§ **DATA FOR THE TASK**:
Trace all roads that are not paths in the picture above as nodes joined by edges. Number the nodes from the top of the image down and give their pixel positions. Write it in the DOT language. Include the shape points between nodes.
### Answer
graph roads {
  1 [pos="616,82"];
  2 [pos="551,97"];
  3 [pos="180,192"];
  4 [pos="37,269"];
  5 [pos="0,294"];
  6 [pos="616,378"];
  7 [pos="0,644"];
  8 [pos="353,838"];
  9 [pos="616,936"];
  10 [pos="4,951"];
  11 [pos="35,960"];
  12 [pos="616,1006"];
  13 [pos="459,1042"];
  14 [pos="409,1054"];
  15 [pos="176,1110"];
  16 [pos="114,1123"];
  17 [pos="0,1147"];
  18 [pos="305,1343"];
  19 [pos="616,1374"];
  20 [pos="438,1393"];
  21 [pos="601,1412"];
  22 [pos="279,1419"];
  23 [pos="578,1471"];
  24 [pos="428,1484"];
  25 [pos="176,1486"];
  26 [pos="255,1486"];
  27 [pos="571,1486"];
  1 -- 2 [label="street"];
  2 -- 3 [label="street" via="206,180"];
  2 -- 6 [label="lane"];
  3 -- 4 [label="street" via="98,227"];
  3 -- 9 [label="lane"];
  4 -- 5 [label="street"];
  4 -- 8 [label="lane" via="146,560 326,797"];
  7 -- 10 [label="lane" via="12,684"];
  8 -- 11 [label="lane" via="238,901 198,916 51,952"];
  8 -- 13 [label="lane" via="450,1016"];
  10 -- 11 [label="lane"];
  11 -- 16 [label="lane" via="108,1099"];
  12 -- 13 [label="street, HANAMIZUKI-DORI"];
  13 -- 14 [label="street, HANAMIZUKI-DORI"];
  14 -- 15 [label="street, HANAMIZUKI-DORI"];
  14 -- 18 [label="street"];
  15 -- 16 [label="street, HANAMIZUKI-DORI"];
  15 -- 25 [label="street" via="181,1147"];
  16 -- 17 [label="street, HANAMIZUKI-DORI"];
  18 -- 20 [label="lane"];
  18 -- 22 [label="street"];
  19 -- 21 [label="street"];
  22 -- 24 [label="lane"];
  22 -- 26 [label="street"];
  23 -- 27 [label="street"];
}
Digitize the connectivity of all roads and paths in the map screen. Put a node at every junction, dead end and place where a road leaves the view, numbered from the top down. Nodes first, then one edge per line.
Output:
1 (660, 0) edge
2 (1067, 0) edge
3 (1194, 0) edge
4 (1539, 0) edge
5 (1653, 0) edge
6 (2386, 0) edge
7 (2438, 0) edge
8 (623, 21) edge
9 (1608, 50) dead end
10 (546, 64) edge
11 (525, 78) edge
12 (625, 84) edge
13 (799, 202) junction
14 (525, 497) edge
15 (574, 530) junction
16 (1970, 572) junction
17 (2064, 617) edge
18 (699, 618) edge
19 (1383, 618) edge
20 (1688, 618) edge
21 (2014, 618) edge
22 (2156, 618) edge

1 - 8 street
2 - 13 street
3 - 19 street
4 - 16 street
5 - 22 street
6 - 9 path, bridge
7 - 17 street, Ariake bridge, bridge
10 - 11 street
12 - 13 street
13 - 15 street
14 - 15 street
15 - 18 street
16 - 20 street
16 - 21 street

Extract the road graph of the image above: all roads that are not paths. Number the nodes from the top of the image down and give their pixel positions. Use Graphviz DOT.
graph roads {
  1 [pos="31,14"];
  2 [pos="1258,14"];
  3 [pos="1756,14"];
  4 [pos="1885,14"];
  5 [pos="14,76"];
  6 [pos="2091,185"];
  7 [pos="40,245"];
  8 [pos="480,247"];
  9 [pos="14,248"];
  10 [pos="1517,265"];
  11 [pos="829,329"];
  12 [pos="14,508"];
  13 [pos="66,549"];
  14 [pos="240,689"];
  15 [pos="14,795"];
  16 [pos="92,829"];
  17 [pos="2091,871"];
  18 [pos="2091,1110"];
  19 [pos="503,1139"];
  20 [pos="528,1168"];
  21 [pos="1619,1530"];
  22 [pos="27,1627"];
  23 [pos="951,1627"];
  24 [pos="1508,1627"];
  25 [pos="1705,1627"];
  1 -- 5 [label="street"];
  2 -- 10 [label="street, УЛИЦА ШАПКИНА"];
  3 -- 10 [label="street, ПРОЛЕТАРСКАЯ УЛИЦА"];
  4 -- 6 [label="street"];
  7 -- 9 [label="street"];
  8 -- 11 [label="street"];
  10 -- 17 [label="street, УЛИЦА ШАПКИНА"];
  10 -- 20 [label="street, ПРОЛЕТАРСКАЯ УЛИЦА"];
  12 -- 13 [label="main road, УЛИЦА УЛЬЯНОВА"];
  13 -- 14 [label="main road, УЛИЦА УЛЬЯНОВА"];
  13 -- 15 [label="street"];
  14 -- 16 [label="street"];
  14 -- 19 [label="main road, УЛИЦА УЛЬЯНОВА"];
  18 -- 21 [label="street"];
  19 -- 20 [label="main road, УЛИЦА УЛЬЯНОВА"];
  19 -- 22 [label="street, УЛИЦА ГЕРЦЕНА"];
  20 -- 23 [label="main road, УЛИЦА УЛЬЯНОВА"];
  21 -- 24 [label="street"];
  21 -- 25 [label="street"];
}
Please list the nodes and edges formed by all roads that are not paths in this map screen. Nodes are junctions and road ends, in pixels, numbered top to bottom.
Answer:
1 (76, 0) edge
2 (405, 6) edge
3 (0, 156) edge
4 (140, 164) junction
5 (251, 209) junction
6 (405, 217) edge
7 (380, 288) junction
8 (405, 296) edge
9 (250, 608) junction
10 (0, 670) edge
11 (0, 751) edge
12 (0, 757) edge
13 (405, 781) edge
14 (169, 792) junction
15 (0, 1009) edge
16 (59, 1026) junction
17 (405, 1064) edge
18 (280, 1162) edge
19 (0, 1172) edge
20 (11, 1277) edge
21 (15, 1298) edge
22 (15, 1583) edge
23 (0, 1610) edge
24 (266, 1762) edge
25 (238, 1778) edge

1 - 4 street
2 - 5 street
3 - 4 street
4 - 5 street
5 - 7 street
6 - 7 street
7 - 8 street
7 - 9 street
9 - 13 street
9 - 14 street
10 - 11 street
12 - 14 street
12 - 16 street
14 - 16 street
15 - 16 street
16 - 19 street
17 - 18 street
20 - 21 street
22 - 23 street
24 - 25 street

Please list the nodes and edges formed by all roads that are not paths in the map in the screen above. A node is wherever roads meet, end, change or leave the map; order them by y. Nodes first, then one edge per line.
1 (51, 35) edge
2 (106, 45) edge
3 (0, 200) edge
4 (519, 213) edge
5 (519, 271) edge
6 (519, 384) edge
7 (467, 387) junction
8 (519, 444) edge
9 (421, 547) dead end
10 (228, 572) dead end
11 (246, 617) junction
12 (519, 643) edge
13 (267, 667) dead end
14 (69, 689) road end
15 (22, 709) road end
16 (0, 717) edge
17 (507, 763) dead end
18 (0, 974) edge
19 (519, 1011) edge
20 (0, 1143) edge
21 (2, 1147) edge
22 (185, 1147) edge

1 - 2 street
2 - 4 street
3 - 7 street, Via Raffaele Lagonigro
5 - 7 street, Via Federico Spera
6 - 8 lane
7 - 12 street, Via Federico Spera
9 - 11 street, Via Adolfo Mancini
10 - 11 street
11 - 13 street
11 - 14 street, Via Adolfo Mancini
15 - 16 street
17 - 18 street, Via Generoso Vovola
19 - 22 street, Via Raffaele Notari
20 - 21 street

§ **TASK DETAILS**: Pull from the data each line where the string "Raffaele" turns up.

§ **RESULT BELOW**:
3 - 7 street, Via Raffaele Lagonigro
19 - 22 street, Via Raffaele Notari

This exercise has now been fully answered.